Information shown START

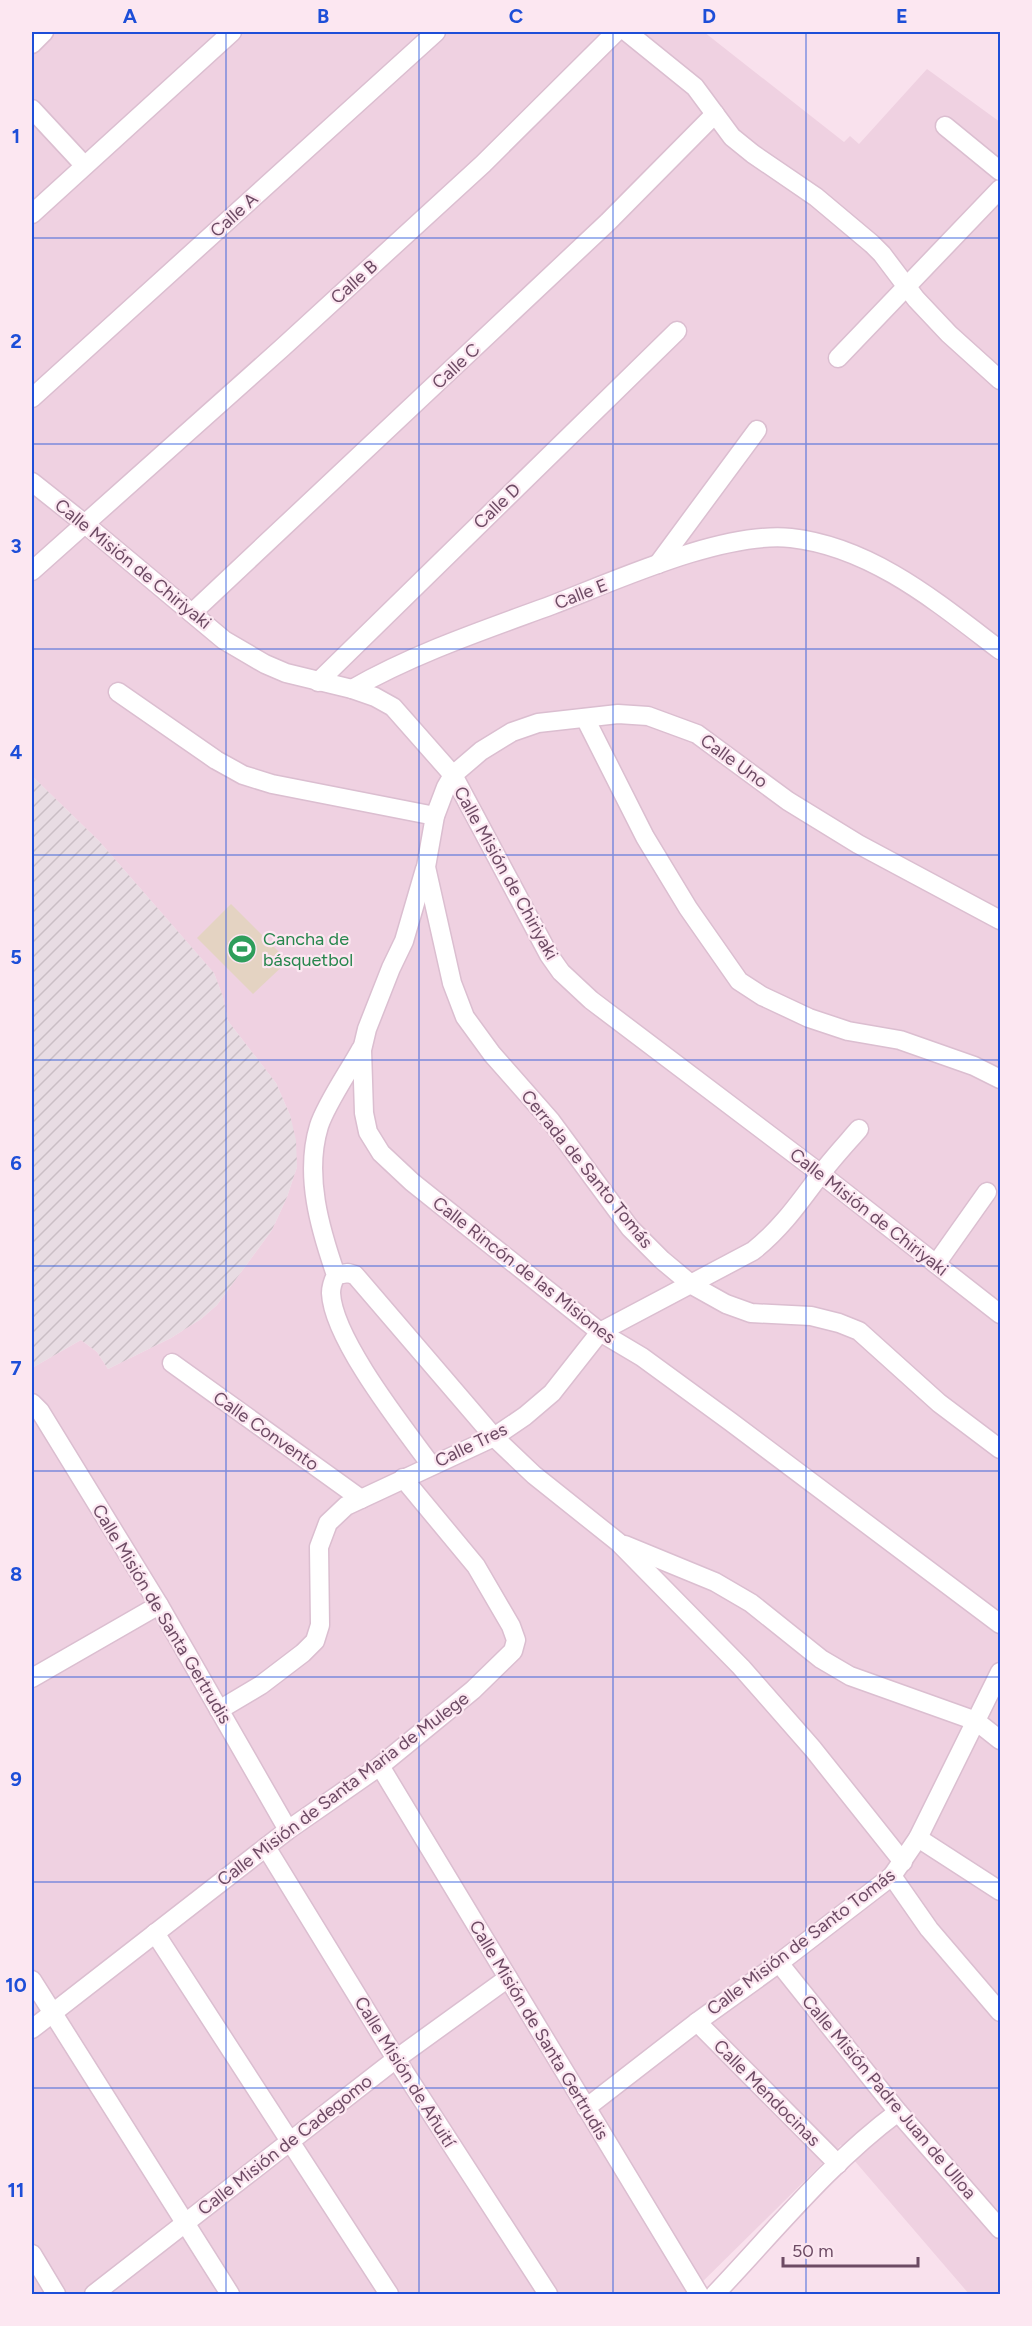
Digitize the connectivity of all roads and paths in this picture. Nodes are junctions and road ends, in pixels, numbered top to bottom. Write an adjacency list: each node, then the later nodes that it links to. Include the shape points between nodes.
1 (44, 32): 6 (street)
2 (232, 32): 10 (street)
3 (436, 32): 18 (street, Calle A)
4 (616, 32): 21 (street, Calle B, via 483,164)
5 (627, 32): 8 (street, via 695,87)
6 (32, 44)
7 (32, 109): 10 (street)
8 (714, 114): 14 (street, via 732,137 852,226 882,254); 24 (street, Calle C, via 608,222)
9 (945, 126): 11 (street)
10 (84, 165): 13 (street)
11 (1000, 171)
12 (1000, 189): 14 (street)
13 (32, 214)
14 (907, 288): 16 (street); 17 (street, via 949,334)
15 (677, 331): 26 (street, Calle D)
16 (838, 358)
17 (1000, 379)
18 (32, 398)
19 (757, 430): 22 (street)
20 (32, 482): 21 (street, Calle Misión de Chiriyaki)
21 (85, 524): 23 (street, Calle B); 24 (street, Calle Misión de Chiriyaki)
22 (658, 564): 25 (street, Calle E, via 760,537 821,544 869,562 909,584); 27 (street, Calle E, via 408,659)
23 (32, 571)
24 (192, 613): 26 (street, Calle Misión de Chiriyaki, via 224,640 265,664)
25 (1000, 650)
26 (318, 682): 27 (street, Calle Misión de Chiriyaki)
27 (352, 689): 30 (street, Calle Misión de Chiriyaki, via 393,707)
28 (118, 692): 31 (street, via 243,775)
29 (585, 718): 30 (street, Calle Uno, via 538,723 512,732); 33 (street, Calle Uno, via 648,716 697,734 788,801); 35 (street, via 645,837 739,981 809,1018 848,1031 900,1040)
30 (453, 775): 31 (street, Cerrada de Santo Tomás); 37 (street, Calle Misión de Chiriyaki, via 561,972 591,1000)
31 (435, 816): 32 (street, Cerrada de Santo Tomás)
32 (426, 867): 34 (street, Calle Rincón de las Misiones, via 404,942); 41 (street, Cerrada de Santo Tomás, via 452,983 465,1017 551,1121 630,1228)
33 (1000, 921)
34 (363, 1044): 40 (street, via 320,1124 312,1154 319,1225); 43 (street, Calle Rincón de las Misiones, via 364,1113 368,1132 381,1153)
35 (1000, 1079)
36 (859, 1129): 37 (street, Calle Tres)
37 (821, 1173): 39 (street, Calle Misión de Chiriyaki); 41 (street, Calle Tres, via 772,1237)
38 (987, 1192): 39 (street)
39 (936, 1264): 42 (street, Calle Misión de Chiriyaki)
40 (336, 1275): 46 (street, via 355,1275); 48 (street, via 331,1296 349,1344)
41 (692, 1285): 43 (street, Calle Tres); 47 (street, Cerrada de Santo Tomás, via 751,1313 811,1316 859,1331 939,1403)
42 (1000, 1314)
43 (600, 1332): 46 (street, Calle Tres, via 552,1394); 53 (street, Calle Rincón de las Misiones, via 642,1357)
44 (172, 1364): 50 (street, Calle Convento)
45 (32, 1402): 52 (street, Calle Misión de Santa Gertrudis)
46 (494, 1437): 48 (street, Calle Tres); 51 (street, via 534,1475)
47 (1000, 1449)
48 (431, 1465): 49 (street, Calle Tres)
49 (403, 1478): 50 (street, Calle Tres); 59 (street, Calle Misión de Santa Maria de Mulege, via 476,1566 516,1640 513,1652 473,1690)
50 (361, 1499): 56 (street, Calle Tres, via 346,1506 328,1523 320,1547 320,1624 315,1641 261,1685)
51 (618, 1542): 57 (street, via 715,1582 751,1603 821,1659 850,1676); 63 (street, via 741,1667 813,1749)
52 (159, 1605): 55 (street); 56 (street, Calle Misión de Santa Gertrudis)
53 (1000, 1624)
54 (1000, 1672): 57 (street, Calle Misión de Santo Tomás)
55 (32, 1678)
56 (219, 1710): 60 (street, Calle Misión de Santa Gertrudis)
57 (976, 1721): 58 (street); 61 (street, Calle Misión de Santo Tomás)
58 (1000, 1740)
59 (380, 1766): 60 (street, Calle Misión de Santa Maria de Mulege); 67 (street, Calle Misión de Santa Gertrudis)
60 (288, 1830): 62 (street, Calle Misión de Santa Maria de Mulege)
61 (918, 1838): 63 (street, Calle Misión de Santo Tomás); 64 (street)
62 (266, 1847): 65 (street, Calle Misión de Santa Maria de Mulege); 73 (street, Calle Misión de Añuití)
63 (898, 1869): 66 (street, Calle Misión de Santo Tomás); 69 (street, via 929,1929)
64 (1000, 1891)
65 (155, 1934): 70 (street, Calle Misión de Santa Maria de Mulege); 76 (street)
66 (779, 1963): 71 (street, Calle Misión de Santo Tomás); 75 (street, Calle Misión Padre Juan de Ulloa)
67 (508, 1978): 73 (street, Calle Misión de Cadegomo); 74 (street, Calle Misión de Santa Gertrudis)
68 (32, 1980): 70 (street)
69 (1000, 2012)
70 (52, 2013): 72 (street, Calle Misión de Santa Maria de Mulege); 78 (street)
71 (697, 2022): 74 (street, Calle Misión de Santo Tomás); 77 (street, Calle Mendocinas)
72 (32, 2029)
73 (396, 2059): 76 (street, Calle Misión de Cadegomo); 85 (street, Calle Misión de Añuití)
74 (586, 2108): 86 (street, Calle Misión de Santa Gertrudis)
75 (898, 2112): 77 (street); 79 (street, Calle Misión Padre Juan de Ulloa)
76 (289, 2142): 78 (street, Calle Misión de Cadegomo); 84 (street)
77 (838, 2164): 87 (street)
78 (185, 2223): 82 (street, Calle Misión de Cadegomo); 83 (street)
79 (1000, 2226)
80 (32, 2254): 81 (street)
81 (56, 2295)
82 (94, 2295)
83 (230, 2295)
84 (389, 2295)
85 (548, 2295)
86 (699, 2295)
87 (715, 2295)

Information shown END

Omit the pictures and reproduce the records above exactly.

Digitize the connectivity of all roads and paths in this picture. Nodes are junctions and road ends, in pixels, numbered top to bottom. Write an adjacency list: each node, then the later nodes that it links to. Include the shape points between nodes.
1 (44, 32): 6 (street)
2 (232, 32): 10 (street)
3 (436, 32): 18 (street, Calle A)
4 (616, 32): 21 (street, Calle B, via 483,164)
5 (627, 32): 8 (street, via 695,87)
6 (32, 44)
7 (32, 109): 10 (street)
8 (714, 114): 14 (street, via 732,137 852,226 882,254); 24 (street, Calle C, via 608,222)
9 (945, 126): 11 (street)
10 (84, 165): 13 (street)
11 (1000, 171)
12 (1000, 189): 14 (street)
13 (32, 214)
14 (907, 288): 16 (street); 17 (street, via 949,334)
15 (677, 331): 26 (street, Calle D)
16 (838, 358)
17 (1000, 379)
18 (32, 398)
19 (757, 430): 22 (street)
20 (32, 482): 21 (street, Calle Misión de Chiriyaki)
21 (85, 524): 23 (street, Calle B); 24 (street, Calle Misión de Chiriyaki)
22 (658, 564): 25 (street, Calle E, via 760,537 821,544 869,562 909,584); 27 (street, Calle E, via 408,659)
23 (32, 571)
24 (192, 613): 26 (street, Calle Misión de Chiriyaki, via 224,640 265,664)
25 (1000, 650)
26 (318, 682): 27 (street, Calle Misión de Chiriyaki)
27 (352, 689): 30 (street, Calle Misión de Chiriyaki, via 393,707)
28 (118, 692): 31 (street, via 243,775)
29 (585, 718): 30 (street, Calle Uno, via 538,723 512,732); 33 (street, Calle Uno, via 648,716 697,734 788,801); 35 (street, via 645,837 739,981 809,1018 848,1031 900,1040)
30 (453, 775): 31 (street, Cerrada de Santo Tomás); 37 (street, Calle Misión de Chiriyaki, via 561,972 591,1000)
31 (435, 816): 32 (street, Cerrada de Santo Tomás)
32 (426, 867): 34 (street, Calle Rincón de las Misiones, via 404,942); 41 (street, Cerrada de Santo Tomás, via 452,983 465,1017 551,1121 630,1228)
33 (1000, 921)
34 (363, 1044): 40 (street, via 320,1124 312,1154 319,1225); 43 (street, Calle Rincón de las Misiones, via 364,1113 368,1132 381,1153)
35 (1000, 1079)
36 (859, 1129): 37 (street, Calle Tres)
37 (821, 1173): 39 (street, Calle Misión de Chiriyaki); 41 (street, Calle Tres, via 772,1237)
38 (987, 1192): 39 (street)
39 (936, 1264): 42 (street, Calle Misión de Chiriyaki)
40 (336, 1275): 46 (street, via 355,1275); 48 (street, via 331,1296 349,1344)
41 (692, 1285): 43 (street, Calle Tres); 47 (street, Cerrada de Santo Tomás, via 751,1313 811,1316 859,1331 939,1403)
42 (1000, 1314)
43 (600, 1332): 46 (street, Calle Tres, via 552,1394); 53 (street, Calle Rincón de las Misiones, via 642,1357)
44 (172, 1364): 50 (street, Calle Convento)
45 (32, 1402): 52 (street, Calle Misión de Santa Gertrudis)
46 (494, 1437): 48 (street, Calle Tres); 51 (street, via 534,1475)
47 (1000, 1449)
48 (431, 1465): 49 (street, Calle Tres)
49 (403, 1478): 50 (street, Calle Tres); 59 (street, Calle Misión de Santa Maria de Mulege, via 476,1566 516,1640 513,1652 473,1690)
50 (361, 1499): 56 (street, Calle Tres, via 346,1506 328,1523 320,1547 320,1624 315,1641 261,1685)
51 (618, 1542): 57 (street, via 715,1582 751,1603 821,1659 850,1676); 63 (street, via 741,1667 813,1749)
52 (159, 1605): 55 (street); 56 (street, Calle Misión de Santa Gertrudis)
53 (1000, 1624)
54 (1000, 1672): 57 (street, Calle Misión de Santo Tomás)
55 (32, 1678)
56 (219, 1710): 60 (street, Calle Misión de Santa Gertrudis)
57 (976, 1721): 58 (street); 61 (street, Calle Misión de Santo Tomás)
58 (1000, 1740)
59 (380, 1766): 60 (street, Calle Misión de Santa Maria de Mulege); 67 (street, Calle Misión de Santa Gertrudis)
60 (288, 1830): 62 (street, Calle Misión de Santa Maria de Mulege)
61 (918, 1838): 63 (street, Calle Misión de Santo Tomás); 64 (street)
62 (266, 1847): 65 (street, Calle Misión de Santa Maria de Mulege); 73 (street, Calle Misión de Añuití)
63 (898, 1869): 66 (street, Calle Misión de Santo Tomás); 69 (street, via 929,1929)
64 (1000, 1891)
65 (155, 1934): 70 (street, Calle Misión de Santa Maria de Mulege); 76 (street)
66 (779, 1963): 71 (street, Calle Misión de Santo Tomás); 75 (street, Calle Misión Padre Juan de Ulloa)
67 (508, 1978): 73 (street, Calle Misión de Cadegomo); 74 (street, Calle Misión de Santa Gertrudis)
68 (32, 1980): 70 (street)
69 (1000, 2012)
70 (52, 2013): 72 (street, Calle Misión de Santa Maria de Mulege); 78 (street)
71 (697, 2022): 74 (street, Calle Misión de Santo Tomás); 77 (street, Calle Mendocinas)
72 (32, 2029)
73 (396, 2059): 76 (street, Calle Misión de Cadegomo); 85 (street, Calle Misión de Añuití)
74 (586, 2108): 86 (street, Calle Misión de Santa Gertrudis)
75 (898, 2112): 77 (street); 79 (street, Calle Misión Padre Juan de Ulloa)
76 (289, 2142): 78 (street, Calle Misión de Cadegomo); 84 (street)
77 (838, 2164): 87 (street)
78 (185, 2223): 82 (street, Calle Misión de Cadegomo); 83 (street)
79 (1000, 2226)
80 (32, 2254): 81 (street)
81 (56, 2295)
82 (94, 2295)
83 (230, 2295)
84 (389, 2295)
85 (548, 2295)
86 (699, 2295)
87 (715, 2295)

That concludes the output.